One of the truly moving aspects of our daughter Sarah’s graduation at Hope College in Michigan last weekend was how in at least one respect it closely mirrored the experience of their opening convocation four years ago when she and her classmates started as freshmen. Lisa and I were there on that orientation weekend back in 2010 – because, trust me, we needed as much orientation as they did (!) – and the most memorable and remarkable part of that event was how the entire faculty of Hope College came into that convocation and literally encircled the whole freshman class, symbolizing how they would be surrounding these students with their nurture, and wisdom and love over the next four years. And now it was happening again: as these now graduating seniors were walking to the baccalaureate service at the chapel, and later on into the commencement itself, the faculty created a pathway for the students; and they clapped and cheered and high-fived them all as they walked through, all 900 of ‘em!
It was a pretty impressive thing to see, I must say; and at least from this Dad’s point of view, just as emotional an experience as it was four years ago!

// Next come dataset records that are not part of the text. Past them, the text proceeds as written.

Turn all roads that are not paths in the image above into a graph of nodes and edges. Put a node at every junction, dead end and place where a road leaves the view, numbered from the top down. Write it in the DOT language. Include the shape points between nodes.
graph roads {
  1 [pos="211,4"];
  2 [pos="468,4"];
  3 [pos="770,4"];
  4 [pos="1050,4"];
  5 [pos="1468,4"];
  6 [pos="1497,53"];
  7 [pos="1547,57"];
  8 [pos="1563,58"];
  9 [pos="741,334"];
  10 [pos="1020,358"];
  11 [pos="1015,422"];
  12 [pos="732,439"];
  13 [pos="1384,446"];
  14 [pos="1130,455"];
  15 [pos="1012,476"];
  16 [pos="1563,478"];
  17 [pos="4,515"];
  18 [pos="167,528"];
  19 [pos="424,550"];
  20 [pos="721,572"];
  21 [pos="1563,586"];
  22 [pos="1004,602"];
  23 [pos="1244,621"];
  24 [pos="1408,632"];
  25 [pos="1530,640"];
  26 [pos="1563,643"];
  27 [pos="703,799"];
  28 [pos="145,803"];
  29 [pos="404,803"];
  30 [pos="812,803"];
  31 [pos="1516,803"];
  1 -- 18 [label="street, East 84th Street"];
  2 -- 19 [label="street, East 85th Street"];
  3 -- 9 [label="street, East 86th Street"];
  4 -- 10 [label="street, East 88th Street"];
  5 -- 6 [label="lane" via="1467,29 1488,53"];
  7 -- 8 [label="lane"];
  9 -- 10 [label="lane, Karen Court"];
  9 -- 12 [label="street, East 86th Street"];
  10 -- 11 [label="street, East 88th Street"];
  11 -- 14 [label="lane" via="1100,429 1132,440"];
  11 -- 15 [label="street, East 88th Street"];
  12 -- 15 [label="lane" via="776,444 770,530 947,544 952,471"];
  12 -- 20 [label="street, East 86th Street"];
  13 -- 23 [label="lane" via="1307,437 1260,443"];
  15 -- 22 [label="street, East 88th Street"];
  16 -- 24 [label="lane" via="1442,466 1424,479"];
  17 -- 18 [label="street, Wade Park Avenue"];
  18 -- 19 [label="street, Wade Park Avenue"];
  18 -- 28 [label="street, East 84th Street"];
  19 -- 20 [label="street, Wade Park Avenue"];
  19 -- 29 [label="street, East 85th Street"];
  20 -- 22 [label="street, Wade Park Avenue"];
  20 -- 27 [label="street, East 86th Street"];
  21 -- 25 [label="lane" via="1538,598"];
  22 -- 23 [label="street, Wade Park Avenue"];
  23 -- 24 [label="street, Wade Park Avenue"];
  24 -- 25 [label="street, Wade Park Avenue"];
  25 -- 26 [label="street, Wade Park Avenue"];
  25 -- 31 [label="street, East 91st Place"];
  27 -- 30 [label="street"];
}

It’s the same reason that Hope College doesn’t do “honor parts,” or choose to have some of the students wear “honor cords” at the ceremony; not that there’s anything wrong with that, and not that the students aren’t recognized for that kind of academic excellence. It’s just that where the graduation ceremony is concerned their philosophy is that these young adults began this journey together and they’ve reached their goal in the same way: together, ever and always linked to one another and most especially anchored in the love and HOPE of Jesus Christ.
Granted, I was pretty filled up with parental pride at that point, but I have to tell you that I came away thinking that to be a pretty good parable for the kingdom of God! It’s the good news of the gospel for this day and every day: that whatever other endeavor or discipline we employ to find meaning for our lives, in the end what will truly give us true “self-fulfillment” is going to be that good and abiding connection we have with our Lord Jesus Christ! What a thing to think of our Lord as the one who walks with us on every step of the journey; who applauds our achievements, who slows us down when we veer off track and joyfully “high-fives” us with every new day! That is, after a fashion, exactly who our Lord is; truly, ours is the Lord of Life, you see, the whole of life; he is the one who will walk with us every step of the journey, enveloping us with love and unending hope; and when we come to the place of finally bearing fruit – just as we were created and nurtured to do – he will rejoice with us in the incredible harvest of our very lives!
We are truly “well-connected,” both with Christ, but also with one another – so what is true for us as individuals is also true for us as the whole church of Jesus Christ! So let us continue to grow and flourish as are meant to do: because no matter where we are in life’s cycle of seedtime and harvest, there’s plenty of fruit to be borne – plenty of ways for Christ’s joy to be in us, so that joy might be full.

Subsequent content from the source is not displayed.